Activist investor Nelson Peltz gets a taste of his own medicine as shareholders call for a stir at his London-listed fund
A fund of the activist billionaire who is shaking up Unilever has fallen into the crosshairs of its own top shareholders.
Trian Investors 1 (TI1), listed on the London Stock Exchange and managed by Trian Partners, Nelson Peltz’s company, is under siege by Invesco, Janus Henderson, Staude Capital and Pelham Capital.
The four investment firms, also backed by Aegon Asset Management, have teamed up to call for an overhaul of TI1’s governance.

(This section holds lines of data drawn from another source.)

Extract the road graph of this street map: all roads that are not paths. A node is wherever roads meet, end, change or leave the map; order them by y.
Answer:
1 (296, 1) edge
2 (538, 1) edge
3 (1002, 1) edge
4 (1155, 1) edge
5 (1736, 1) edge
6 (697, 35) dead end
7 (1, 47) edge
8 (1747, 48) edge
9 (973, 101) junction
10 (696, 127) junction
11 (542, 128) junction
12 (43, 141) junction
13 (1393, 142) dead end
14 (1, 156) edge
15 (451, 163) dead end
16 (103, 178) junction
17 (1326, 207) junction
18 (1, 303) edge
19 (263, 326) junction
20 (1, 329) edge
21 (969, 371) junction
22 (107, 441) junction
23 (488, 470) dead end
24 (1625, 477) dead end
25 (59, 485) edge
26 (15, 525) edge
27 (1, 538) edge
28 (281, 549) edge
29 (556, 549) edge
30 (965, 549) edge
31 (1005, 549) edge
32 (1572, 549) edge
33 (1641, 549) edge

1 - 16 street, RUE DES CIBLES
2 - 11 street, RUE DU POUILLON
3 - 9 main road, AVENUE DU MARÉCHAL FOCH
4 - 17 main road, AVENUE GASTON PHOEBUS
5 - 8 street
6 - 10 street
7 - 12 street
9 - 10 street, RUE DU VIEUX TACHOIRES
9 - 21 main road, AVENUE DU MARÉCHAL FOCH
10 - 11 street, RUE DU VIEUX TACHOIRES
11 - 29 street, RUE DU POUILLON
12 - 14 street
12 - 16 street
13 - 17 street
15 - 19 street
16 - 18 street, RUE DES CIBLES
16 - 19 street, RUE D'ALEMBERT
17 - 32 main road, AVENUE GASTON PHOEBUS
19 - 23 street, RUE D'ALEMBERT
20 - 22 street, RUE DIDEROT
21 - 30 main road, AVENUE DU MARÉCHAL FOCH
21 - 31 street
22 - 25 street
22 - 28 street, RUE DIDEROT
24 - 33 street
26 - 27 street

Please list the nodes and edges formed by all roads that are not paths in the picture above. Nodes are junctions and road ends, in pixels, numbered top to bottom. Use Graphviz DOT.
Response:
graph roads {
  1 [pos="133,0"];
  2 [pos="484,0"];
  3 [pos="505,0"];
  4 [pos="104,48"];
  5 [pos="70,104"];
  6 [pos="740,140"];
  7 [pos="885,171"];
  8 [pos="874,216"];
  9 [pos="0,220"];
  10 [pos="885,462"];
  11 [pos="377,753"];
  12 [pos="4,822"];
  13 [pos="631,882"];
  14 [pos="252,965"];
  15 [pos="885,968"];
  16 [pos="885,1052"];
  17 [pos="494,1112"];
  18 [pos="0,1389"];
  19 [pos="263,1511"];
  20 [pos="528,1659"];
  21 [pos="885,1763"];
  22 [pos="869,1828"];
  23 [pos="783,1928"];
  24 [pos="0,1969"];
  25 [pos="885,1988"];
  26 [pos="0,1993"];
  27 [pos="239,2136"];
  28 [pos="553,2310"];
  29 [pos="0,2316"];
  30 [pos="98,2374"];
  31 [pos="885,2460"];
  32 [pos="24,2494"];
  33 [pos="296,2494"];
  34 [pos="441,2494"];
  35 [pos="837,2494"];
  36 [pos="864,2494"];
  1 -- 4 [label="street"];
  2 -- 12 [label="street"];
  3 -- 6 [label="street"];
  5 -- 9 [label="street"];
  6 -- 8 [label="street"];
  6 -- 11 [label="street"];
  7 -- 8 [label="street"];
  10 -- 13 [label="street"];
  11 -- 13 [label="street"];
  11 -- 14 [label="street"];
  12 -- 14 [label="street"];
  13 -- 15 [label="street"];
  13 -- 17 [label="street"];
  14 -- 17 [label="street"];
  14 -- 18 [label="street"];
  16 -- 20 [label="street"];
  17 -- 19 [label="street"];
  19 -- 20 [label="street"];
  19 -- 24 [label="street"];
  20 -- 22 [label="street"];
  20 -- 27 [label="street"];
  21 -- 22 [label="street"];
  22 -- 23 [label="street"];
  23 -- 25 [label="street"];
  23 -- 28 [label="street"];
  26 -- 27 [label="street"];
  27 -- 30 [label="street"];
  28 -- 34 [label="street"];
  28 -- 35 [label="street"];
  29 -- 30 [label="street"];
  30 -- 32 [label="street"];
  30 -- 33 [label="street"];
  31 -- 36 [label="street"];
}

In the line of fire: Trian Investors 1, managed by Nelson Peltz’s firm of Trian Partners, is under siege by Invesco, Janus Henderson, Staude Capital and Pelham Capital
They said their goal was to “achieve an acceptable standard of governance and restore independent shareholder confidence” in TI1.
The intervention is a blow to 79-year-old Peltz who is in the midst of an activist battle with consumer goods giant Unilever and recently won a seat on its board, sparking speculation he could try to break it up.
But he now faces a shareholder setback of his own. The rebel group was angry about several changes TI1 made to the way the company operated during its shareholders’ meeting last year.
Trian was accused of having a “conflict of interest” as the changes would increase the amount of money it earns from managing TI1.
Shareholders want to remove TI1’s chairman Chris Sherwell and non-executive directors Simon Holden and Anita Rival.
They propose investment veteran Robert Leggett and Miles Staude of Staude Capital as replacements.